I am reading the excellent article Understanding map and apply by Scott Wlaschin and running some Haskell code to understand the concepts (Functor
, Applicative
, ...). I stumbled upon a behaviour I do not understand.
Why evaluating pure add1
prints nothing ? What is the value of the evaluated expression ? Why pure add1 "abc"
gives me back the function add1
?
I understand that pure
lifts a value into the elevated world (so called in the article). Since I do not provide a concrete lifted value somewhere or enough type information, the type constraint is general and stays Applicative f
. Thus I understand the type of pure add1
. But the rest of what's happening here eludes me.
$ stack ghci
GHCi, version 8.8.2
λ: add1 :: Int -> Int ; add1 x = x + 1
λ: :t add1
add1 :: Int -> Int
λ: add1 100
101
λ: :t pure
pure :: Applicative f => a -> f a
λ: pure add1
λ: :t pure add1
pure add1 :: Applicative f => f (Int -> Int)
λ: pure add1 "abc"
<interactive>:8:1: error:
• No instance for (Show (Int -> Int)) arising from a use of ‘print’
(maybe you haven't applied a function to enough arguments?)

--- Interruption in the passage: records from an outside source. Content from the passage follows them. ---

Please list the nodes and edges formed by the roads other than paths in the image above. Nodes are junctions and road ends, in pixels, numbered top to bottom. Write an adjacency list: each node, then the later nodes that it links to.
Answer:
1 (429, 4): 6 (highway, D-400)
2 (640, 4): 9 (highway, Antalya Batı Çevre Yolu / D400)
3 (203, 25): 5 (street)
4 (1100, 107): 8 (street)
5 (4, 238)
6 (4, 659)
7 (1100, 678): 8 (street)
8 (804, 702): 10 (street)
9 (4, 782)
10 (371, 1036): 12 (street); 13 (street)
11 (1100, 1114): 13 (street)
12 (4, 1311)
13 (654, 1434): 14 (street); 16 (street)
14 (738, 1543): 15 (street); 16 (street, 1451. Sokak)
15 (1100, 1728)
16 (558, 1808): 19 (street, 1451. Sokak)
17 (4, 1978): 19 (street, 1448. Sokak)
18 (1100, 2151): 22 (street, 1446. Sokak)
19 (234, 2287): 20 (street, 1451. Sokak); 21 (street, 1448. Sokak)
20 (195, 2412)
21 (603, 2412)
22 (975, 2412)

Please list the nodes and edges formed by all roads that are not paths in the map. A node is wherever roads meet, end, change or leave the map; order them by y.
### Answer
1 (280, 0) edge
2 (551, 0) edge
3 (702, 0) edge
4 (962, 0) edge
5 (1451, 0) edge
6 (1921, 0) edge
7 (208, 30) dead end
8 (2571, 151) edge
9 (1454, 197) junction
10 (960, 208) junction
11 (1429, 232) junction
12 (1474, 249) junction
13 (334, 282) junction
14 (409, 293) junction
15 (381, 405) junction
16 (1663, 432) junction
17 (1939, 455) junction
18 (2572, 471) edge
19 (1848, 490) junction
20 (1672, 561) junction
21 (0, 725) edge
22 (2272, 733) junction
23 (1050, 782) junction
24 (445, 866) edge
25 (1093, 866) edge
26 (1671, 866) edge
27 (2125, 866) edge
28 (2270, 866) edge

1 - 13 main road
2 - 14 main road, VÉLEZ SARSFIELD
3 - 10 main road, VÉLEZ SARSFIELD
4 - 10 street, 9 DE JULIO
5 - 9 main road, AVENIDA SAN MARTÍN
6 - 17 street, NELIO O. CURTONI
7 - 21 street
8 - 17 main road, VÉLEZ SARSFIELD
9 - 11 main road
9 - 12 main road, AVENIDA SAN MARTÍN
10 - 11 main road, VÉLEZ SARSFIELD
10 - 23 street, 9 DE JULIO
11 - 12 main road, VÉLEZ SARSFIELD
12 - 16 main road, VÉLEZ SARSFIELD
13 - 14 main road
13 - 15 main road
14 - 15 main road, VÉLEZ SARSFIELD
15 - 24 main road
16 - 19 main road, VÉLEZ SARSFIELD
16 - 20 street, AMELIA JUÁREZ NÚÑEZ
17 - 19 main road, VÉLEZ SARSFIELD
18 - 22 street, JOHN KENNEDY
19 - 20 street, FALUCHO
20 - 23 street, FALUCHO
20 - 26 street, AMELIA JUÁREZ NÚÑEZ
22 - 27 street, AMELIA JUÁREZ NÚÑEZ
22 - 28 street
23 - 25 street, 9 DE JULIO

• In a stmt of an interactive GHCi command: print it
λ: :t pure add1 "abc"
pure add1 "abc" :: Int -> Int
λ: pure add1 "abc" 100
101
EDIT I think the two comments by @chi and the answer by @sarah answers the question because it shows the applicative chosen by GHCi to evaluate the expression and that explains the observed behaviour.